> The problem: Although the records contain pictures, only their text should be repeated, exactly as it stands.

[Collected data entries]
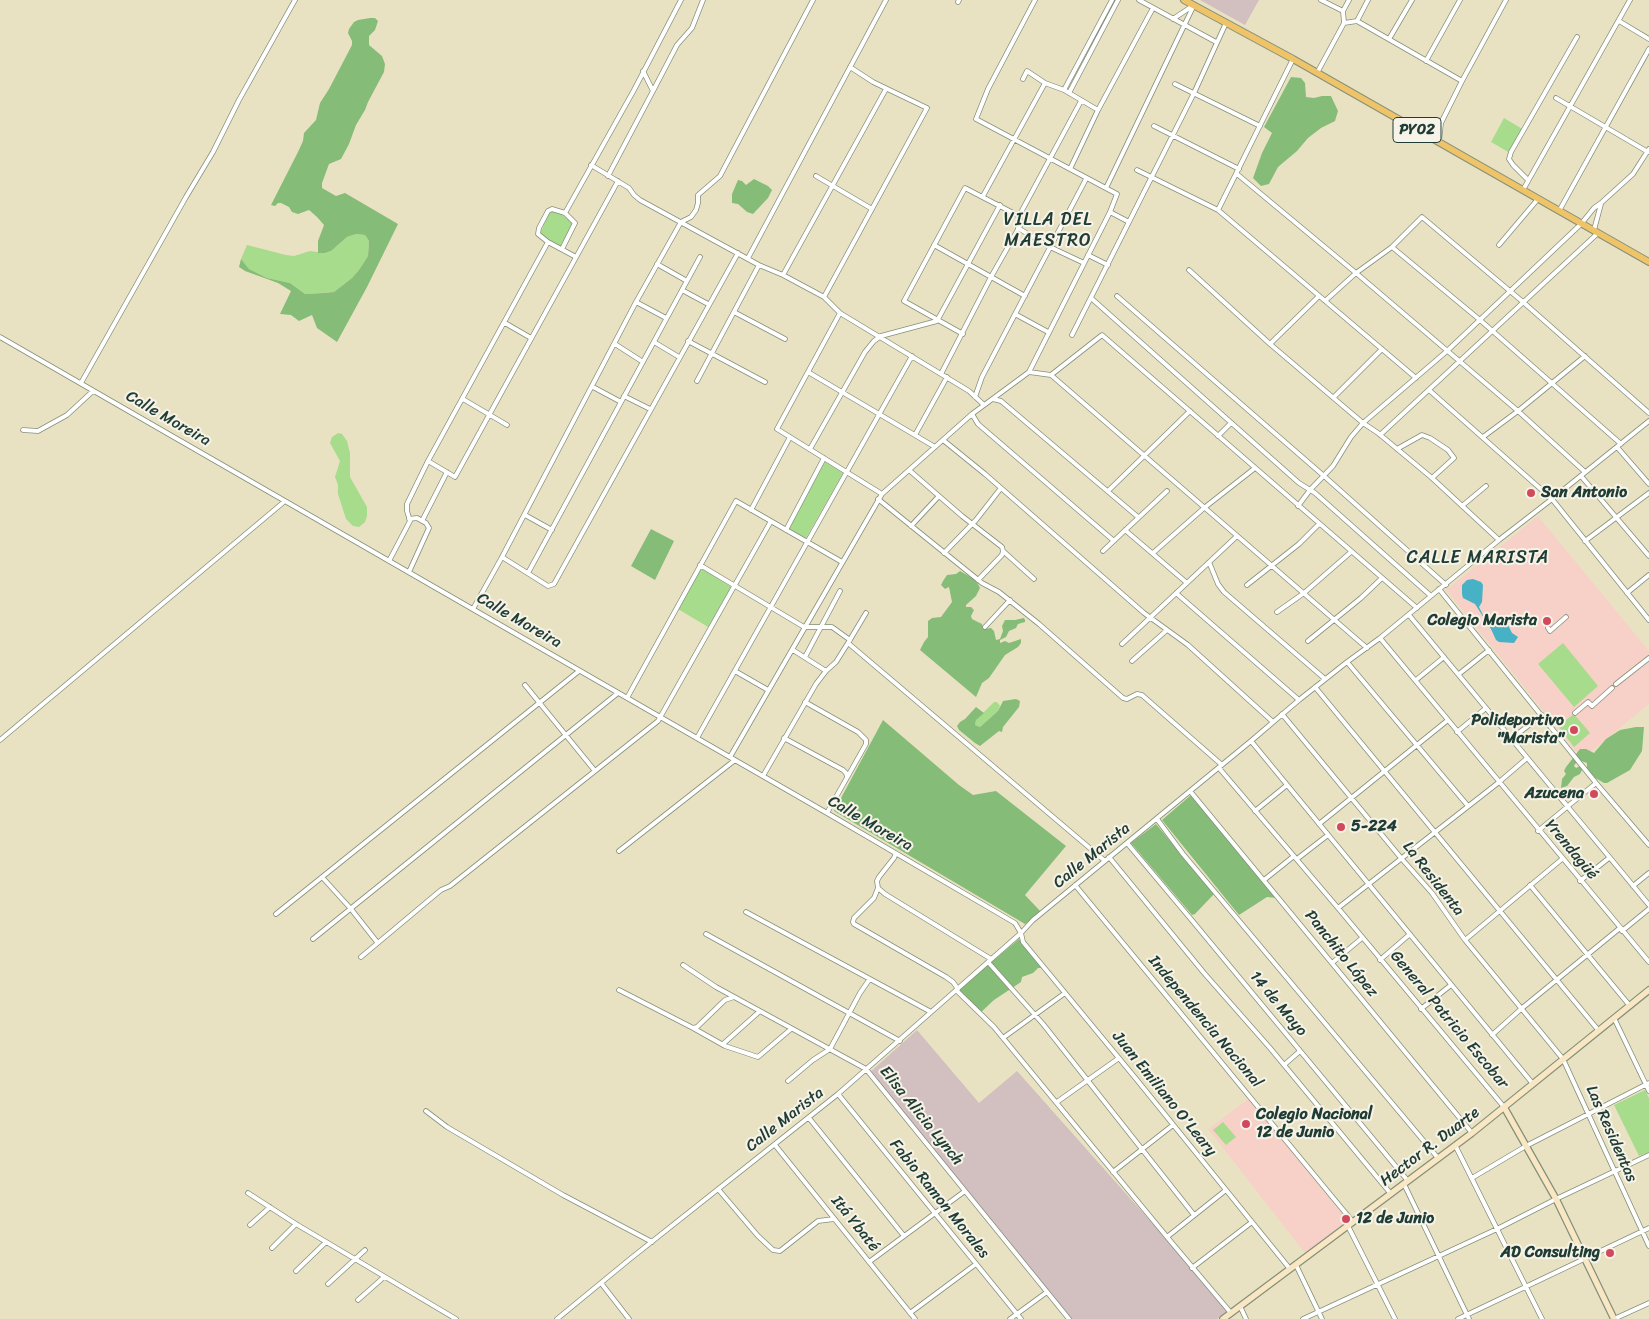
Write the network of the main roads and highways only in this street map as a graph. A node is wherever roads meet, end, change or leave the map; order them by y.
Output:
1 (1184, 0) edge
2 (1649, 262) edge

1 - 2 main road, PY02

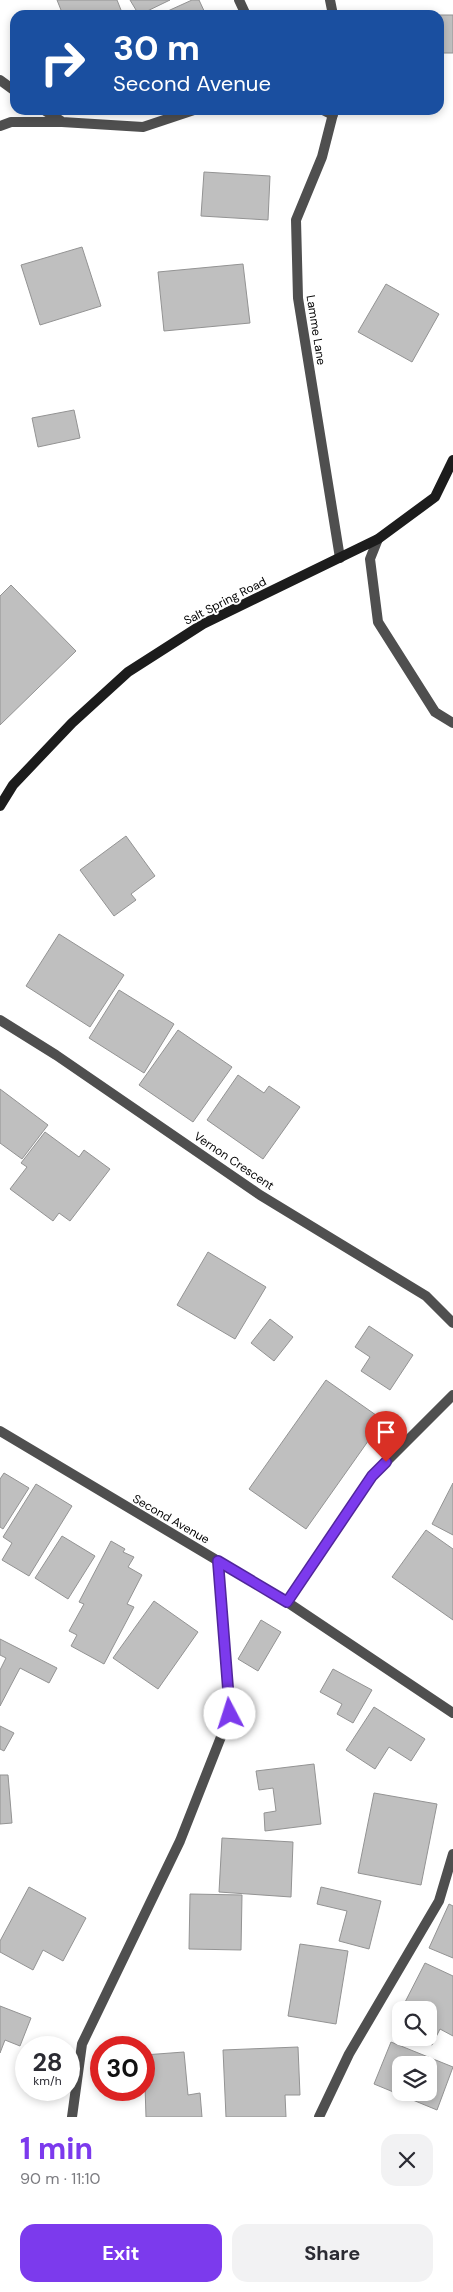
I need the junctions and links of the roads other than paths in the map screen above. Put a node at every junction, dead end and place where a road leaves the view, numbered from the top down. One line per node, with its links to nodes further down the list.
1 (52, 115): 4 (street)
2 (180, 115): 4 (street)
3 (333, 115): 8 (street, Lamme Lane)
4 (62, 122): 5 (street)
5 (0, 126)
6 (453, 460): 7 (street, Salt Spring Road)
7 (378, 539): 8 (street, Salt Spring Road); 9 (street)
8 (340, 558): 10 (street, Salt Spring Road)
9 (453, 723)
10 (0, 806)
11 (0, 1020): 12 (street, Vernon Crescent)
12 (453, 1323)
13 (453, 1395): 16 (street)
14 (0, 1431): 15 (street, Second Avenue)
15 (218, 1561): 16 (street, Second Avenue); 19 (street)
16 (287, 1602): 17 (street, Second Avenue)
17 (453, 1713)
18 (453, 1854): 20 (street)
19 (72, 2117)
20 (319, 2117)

> Exercise response:
Write the network of the main roads and highways only in this street map as a graph. A node is wherever roads meet, end, change or leave the map; order them by y.
Output:
1 (1184, 0) edge
2 (1649, 262) edge

1 - 2 main road, PY02

I need the junctions and links of the roads other than paths in the map screen above. Put a node at every junction, dead end and place where a road leaves the view, numbered from the top down. One line per node, with its links to nodes further down the list.
1 (52, 115): 4 (street)
2 (180, 115): 4 (street)
3 (333, 115): 8 (street, Lamme Lane)
4 (62, 122): 5 (street)
5 (0, 126)
6 (453, 460): 7 (street, Salt Spring Road)
7 (378, 539): 8 (street, Salt Spring Road); 9 (street)
8 (340, 558): 10 (street, Salt Spring Road)
9 (453, 723)
10 (0, 806)
11 (0, 1020): 12 (street, Vernon Crescent)
12 (453, 1323)
13 (453, 1395): 16 (street)
14 (0, 1431): 15 (street, Second Avenue)
15 (218, 1561): 16 (street, Second Avenue); 19 (street)
16 (287, 1602): 17 (street, Second Avenue)
17 (453, 1713)
18 (453, 1854): 20 (street)
19 (72, 2117)
20 (319, 2117)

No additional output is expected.